Gather each line of the records where "ถนนเพชรเกษม" appears.
######
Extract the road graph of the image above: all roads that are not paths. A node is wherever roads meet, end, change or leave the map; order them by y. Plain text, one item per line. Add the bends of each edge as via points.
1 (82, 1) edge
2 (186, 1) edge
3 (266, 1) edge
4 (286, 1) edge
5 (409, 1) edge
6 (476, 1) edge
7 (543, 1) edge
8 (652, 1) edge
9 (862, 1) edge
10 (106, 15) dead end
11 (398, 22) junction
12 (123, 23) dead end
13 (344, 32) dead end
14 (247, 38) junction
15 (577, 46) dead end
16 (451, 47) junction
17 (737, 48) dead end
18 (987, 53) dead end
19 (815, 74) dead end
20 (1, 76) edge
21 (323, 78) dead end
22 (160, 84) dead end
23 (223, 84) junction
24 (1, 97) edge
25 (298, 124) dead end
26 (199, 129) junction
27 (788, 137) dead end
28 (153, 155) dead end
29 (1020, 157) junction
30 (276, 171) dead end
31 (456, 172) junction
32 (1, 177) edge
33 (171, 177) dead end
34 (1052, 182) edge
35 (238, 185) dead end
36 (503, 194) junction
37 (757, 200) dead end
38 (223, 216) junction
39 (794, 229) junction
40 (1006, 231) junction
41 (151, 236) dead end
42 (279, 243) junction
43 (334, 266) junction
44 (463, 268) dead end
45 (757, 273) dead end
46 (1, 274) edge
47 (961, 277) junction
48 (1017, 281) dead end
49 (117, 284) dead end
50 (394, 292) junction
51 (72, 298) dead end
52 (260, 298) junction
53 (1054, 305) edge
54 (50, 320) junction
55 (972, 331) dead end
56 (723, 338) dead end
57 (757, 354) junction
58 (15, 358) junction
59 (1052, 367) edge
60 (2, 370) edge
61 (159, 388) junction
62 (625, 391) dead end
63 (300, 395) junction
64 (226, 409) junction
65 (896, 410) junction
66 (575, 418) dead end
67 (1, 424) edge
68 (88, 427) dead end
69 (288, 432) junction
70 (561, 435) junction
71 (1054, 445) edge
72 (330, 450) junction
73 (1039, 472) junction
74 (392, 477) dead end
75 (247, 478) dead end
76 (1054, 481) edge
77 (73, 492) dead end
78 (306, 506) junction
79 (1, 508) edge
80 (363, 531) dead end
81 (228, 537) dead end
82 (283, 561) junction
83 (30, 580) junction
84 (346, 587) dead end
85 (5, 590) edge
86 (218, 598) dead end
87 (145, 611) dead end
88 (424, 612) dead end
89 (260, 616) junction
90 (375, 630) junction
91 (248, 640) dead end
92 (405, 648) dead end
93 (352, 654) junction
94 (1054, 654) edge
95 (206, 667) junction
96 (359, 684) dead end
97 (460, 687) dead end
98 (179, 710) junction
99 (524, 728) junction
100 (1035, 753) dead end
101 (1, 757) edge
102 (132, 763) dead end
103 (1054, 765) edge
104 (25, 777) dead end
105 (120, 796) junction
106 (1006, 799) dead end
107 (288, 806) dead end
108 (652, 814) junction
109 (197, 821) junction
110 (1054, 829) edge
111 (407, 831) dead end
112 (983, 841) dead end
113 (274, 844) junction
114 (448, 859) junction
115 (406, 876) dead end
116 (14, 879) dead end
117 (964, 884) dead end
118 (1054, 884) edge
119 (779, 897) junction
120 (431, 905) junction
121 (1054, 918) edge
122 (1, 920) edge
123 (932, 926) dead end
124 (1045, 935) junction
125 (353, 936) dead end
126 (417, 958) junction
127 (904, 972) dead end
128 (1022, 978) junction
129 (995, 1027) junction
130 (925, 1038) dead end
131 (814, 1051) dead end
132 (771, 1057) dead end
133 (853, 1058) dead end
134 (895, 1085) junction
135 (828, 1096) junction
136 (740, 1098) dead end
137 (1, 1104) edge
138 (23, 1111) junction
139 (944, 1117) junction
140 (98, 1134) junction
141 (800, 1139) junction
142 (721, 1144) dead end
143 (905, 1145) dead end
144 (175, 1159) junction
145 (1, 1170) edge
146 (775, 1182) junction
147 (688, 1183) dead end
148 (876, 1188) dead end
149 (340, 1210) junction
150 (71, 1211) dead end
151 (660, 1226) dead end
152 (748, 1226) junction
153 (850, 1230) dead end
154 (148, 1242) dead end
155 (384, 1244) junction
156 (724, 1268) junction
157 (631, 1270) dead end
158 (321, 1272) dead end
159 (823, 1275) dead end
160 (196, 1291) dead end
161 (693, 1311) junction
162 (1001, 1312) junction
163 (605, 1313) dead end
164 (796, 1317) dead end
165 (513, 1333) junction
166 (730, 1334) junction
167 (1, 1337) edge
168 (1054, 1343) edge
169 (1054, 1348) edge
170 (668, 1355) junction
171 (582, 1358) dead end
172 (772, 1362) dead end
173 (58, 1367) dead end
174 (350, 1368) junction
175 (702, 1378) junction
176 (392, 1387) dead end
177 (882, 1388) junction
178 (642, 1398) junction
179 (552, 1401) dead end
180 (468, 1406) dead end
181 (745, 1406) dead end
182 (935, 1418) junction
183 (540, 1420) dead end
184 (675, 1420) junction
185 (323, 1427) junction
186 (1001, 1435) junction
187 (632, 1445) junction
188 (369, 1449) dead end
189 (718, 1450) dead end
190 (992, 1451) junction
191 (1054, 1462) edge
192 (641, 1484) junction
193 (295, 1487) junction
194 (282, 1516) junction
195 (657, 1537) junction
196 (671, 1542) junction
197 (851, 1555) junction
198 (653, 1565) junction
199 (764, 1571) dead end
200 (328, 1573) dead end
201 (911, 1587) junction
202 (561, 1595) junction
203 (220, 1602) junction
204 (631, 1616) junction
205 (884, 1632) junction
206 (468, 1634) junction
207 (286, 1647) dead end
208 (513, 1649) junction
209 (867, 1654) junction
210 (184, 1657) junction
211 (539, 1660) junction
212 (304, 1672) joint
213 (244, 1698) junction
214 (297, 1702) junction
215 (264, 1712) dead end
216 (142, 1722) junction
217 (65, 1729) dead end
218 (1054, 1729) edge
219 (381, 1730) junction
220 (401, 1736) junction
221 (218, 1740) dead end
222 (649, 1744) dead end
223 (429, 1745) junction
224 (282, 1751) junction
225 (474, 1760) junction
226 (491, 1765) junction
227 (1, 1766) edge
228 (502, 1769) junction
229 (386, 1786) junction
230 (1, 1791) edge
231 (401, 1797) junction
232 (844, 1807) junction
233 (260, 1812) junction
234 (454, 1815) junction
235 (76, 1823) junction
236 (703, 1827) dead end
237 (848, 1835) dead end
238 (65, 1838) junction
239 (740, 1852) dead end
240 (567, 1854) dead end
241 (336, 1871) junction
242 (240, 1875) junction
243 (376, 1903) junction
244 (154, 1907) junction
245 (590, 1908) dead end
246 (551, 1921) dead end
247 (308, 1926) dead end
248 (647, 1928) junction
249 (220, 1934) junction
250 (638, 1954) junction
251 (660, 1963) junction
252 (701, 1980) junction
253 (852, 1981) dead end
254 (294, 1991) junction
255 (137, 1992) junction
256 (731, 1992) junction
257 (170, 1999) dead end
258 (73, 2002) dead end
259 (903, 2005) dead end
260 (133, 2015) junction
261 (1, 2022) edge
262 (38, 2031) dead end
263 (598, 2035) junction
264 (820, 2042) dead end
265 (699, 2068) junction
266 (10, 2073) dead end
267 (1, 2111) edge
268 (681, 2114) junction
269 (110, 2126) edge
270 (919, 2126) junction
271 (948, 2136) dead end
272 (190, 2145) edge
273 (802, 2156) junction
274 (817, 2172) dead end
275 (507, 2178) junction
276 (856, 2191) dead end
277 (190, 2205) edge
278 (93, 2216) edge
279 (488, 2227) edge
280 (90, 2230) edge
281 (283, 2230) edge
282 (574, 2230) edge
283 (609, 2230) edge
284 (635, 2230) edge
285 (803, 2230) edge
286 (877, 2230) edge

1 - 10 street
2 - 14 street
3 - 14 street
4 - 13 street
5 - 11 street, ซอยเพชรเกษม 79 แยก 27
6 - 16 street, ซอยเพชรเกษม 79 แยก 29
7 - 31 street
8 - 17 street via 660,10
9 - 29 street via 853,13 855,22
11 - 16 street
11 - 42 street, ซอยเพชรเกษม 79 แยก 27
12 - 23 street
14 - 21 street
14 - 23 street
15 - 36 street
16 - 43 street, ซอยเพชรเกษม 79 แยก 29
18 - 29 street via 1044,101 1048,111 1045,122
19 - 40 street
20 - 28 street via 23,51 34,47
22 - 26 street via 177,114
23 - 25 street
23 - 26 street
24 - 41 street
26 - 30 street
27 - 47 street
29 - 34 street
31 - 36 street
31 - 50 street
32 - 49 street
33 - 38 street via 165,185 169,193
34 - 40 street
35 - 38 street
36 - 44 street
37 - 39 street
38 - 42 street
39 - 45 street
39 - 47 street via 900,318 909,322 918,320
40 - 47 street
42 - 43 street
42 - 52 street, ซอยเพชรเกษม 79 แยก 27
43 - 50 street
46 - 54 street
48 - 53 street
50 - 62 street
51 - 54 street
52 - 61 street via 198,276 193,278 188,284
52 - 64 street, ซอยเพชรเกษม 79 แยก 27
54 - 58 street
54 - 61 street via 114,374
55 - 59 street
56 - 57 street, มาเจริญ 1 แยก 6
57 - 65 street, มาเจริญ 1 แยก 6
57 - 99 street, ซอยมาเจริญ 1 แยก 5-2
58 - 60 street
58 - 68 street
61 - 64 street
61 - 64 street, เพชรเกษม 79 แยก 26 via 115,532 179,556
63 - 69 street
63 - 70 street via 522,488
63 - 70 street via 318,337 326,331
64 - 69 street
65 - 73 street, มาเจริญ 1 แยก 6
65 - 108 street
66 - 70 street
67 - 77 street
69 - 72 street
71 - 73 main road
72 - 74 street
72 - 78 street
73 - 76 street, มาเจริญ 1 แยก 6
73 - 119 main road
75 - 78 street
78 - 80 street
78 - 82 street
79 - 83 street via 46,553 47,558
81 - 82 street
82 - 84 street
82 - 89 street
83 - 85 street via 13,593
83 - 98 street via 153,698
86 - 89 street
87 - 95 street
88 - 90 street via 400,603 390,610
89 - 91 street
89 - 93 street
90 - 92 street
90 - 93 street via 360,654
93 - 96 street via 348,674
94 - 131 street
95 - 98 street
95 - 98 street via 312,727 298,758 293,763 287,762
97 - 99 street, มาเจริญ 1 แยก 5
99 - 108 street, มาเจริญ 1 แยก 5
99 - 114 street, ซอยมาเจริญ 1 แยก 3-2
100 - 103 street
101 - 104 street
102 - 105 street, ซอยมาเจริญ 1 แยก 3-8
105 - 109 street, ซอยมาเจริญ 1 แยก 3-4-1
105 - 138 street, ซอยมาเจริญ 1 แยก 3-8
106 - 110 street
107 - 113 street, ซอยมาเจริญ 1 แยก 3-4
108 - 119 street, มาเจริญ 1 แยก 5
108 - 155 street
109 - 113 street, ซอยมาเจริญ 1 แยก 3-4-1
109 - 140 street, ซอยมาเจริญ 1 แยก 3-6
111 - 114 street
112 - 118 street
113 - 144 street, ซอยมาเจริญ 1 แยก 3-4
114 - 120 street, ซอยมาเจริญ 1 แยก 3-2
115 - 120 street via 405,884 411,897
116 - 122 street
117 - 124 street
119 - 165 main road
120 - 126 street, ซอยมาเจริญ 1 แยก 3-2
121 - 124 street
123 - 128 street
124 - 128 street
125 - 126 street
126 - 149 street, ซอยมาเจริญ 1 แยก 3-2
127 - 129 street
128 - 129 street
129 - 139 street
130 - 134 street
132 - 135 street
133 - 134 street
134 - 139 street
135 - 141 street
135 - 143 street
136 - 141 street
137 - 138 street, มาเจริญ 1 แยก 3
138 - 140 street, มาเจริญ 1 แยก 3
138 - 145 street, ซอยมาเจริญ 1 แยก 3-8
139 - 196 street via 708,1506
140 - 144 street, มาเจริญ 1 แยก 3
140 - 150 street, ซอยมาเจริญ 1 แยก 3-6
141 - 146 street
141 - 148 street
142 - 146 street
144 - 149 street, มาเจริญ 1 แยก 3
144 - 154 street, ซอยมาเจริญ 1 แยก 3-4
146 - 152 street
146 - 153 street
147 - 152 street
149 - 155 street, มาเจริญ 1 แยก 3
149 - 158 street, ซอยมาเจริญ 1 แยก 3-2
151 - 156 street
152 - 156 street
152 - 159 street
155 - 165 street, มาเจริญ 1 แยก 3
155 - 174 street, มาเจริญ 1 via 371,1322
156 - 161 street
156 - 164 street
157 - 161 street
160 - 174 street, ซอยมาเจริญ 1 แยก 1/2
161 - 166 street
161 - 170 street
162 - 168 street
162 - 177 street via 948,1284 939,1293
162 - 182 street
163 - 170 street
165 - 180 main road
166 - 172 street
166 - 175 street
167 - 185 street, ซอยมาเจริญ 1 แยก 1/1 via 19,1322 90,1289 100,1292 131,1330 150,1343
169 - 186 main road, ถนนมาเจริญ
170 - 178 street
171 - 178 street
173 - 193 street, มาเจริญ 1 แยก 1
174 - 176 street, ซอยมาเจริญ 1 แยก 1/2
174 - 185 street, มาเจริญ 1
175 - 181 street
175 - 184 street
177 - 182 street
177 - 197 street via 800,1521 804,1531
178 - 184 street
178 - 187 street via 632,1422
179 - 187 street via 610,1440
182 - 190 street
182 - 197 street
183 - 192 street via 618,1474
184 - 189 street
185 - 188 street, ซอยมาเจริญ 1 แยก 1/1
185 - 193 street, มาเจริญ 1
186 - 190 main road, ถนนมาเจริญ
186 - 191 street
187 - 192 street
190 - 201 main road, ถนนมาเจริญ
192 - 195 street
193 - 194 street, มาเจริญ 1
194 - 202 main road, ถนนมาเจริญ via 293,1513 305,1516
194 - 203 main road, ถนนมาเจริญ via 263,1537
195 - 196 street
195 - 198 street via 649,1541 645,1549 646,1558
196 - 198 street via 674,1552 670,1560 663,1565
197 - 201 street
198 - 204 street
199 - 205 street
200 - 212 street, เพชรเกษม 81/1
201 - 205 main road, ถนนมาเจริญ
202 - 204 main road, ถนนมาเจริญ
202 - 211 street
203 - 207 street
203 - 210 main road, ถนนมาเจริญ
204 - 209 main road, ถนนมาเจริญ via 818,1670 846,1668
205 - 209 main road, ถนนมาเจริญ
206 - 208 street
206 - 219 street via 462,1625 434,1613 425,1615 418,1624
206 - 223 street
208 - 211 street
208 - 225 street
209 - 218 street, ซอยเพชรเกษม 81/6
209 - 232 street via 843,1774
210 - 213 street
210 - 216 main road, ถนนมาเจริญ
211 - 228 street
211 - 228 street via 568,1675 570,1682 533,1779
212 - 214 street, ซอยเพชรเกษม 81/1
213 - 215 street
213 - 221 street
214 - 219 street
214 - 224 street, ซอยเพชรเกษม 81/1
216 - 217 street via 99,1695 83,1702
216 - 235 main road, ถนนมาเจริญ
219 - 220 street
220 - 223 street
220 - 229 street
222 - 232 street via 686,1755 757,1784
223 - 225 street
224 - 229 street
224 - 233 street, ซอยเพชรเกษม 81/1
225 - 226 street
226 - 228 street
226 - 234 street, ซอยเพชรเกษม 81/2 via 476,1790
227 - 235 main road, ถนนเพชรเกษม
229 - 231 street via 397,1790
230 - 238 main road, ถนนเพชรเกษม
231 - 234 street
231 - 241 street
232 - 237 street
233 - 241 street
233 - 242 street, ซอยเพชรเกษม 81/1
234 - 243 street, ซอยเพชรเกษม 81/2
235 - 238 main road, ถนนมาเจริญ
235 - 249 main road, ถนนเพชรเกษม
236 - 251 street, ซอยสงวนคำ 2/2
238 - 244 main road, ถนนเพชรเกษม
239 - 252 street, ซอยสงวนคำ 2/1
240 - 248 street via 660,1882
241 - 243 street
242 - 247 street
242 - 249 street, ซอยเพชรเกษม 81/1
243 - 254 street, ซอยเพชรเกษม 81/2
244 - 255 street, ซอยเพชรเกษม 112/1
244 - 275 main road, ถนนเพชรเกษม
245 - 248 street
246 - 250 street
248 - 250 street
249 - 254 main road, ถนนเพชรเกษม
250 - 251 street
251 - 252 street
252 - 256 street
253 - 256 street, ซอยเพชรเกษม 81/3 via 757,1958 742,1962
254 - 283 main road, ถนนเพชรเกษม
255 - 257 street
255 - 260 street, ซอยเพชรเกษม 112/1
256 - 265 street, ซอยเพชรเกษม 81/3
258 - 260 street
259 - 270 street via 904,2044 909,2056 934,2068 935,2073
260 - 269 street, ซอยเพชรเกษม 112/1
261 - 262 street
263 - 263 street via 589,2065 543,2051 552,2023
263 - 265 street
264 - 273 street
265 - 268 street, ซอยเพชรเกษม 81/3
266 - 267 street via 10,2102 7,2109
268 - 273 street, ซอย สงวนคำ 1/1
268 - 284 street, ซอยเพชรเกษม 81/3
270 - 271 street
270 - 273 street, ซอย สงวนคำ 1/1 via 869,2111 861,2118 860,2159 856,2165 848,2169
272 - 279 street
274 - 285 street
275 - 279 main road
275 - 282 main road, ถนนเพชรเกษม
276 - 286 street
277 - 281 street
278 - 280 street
######
REPLY TO THE EXERCISE
227 - 235 main road, ถนนเพชรเกษม
230 - 238 main road, ถนนเพชรเกษม
235 - 249 main road, ถนนเพชรเกษม
238 - 244 main road, ถนนเพชรเกษม
244 - 275 main road, ถนนเพชรเกษม
249 - 254 main road, ถนนเพชรเกษม
254 - 283 main road, ถนนเพชรเกษม
275 - 282 main road, ถนนเพชรเกษม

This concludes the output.